Ситуация казалась мне скорее надоедливой, чем ужасающей, и, возможно, я заскучал бы, если бы в этот момент Богарт не зажег наконец свою сигарету, которую я всегда считал непригодной к употреблению и служащей лишь для создания определенного имиджа. Этого минимального жеста было достаточно, чтобы вызвать во мне дрожь — не от страха, бок о бок с которым я научился жить за последние месяцы. Я дрожал от ощущения того, что Богарт также принадлежит к криминальной полиции особого рода, вымуштрованной для защиты некоего темного секретного короля, который недосягаем для каких-либо законов и неподвластен правосудию, как если бы он был абсолютным движителем зла. Возможно, тогда человек, внушивший нам страх в далеком кабинете в Женеве, был всего лишь одной из многочисленных копий Богарта. Этот трезвенник боролся с желанием прикурить сигарету, как если бы тем самым он приобрел хотя бы минимальное отличие от остальных, более, чем он, приспособленных для того, чтобы повсеместно сеять ужас. Где-то в мире, в каком-то секретном архиве, по всей вероятности, существовал ряд до абсурдного похожих друг на друга дел.
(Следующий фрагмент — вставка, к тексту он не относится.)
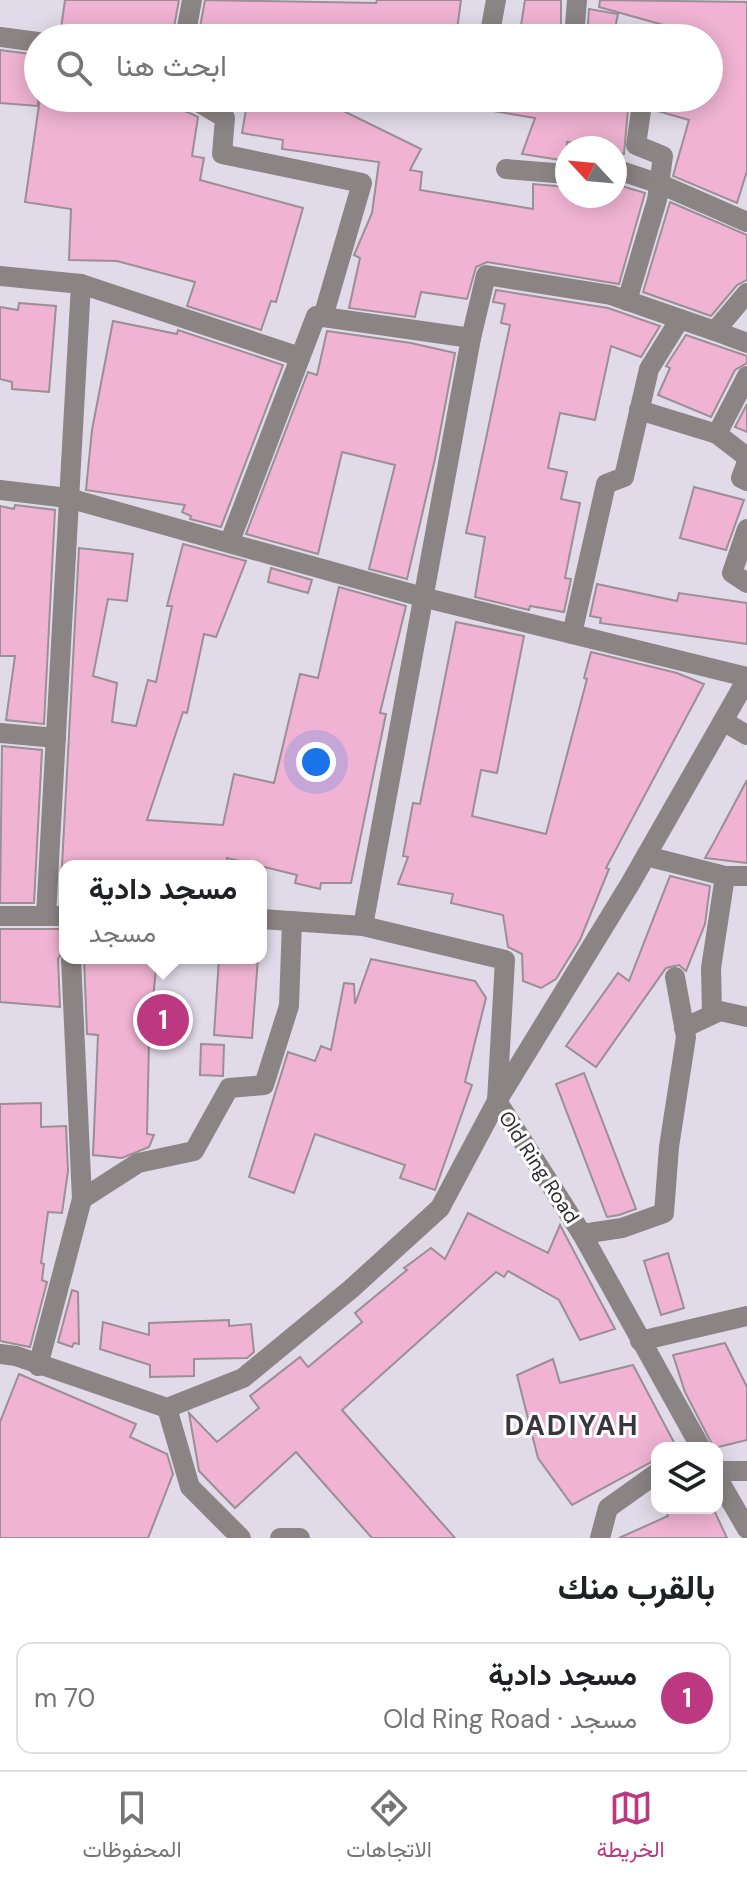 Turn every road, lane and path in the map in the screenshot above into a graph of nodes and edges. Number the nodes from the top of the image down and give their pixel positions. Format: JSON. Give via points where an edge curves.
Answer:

Неуверенная рука была обязана заносить в них и пронумеровывать данные о всевозможных качествах Богарта, стараясь безуспешно добиться единства внешнего облика, жестов, походки, пороков, способов заниматься любовью и совершать убийства у тех, кому принадлежали эти личные дела. И в том же самом месте на верхних полках находились мое личное дело и папка с именем Ремиджио Коссини, в ожидании того, когда кто-то отправит эти документы в измельчитель забвения.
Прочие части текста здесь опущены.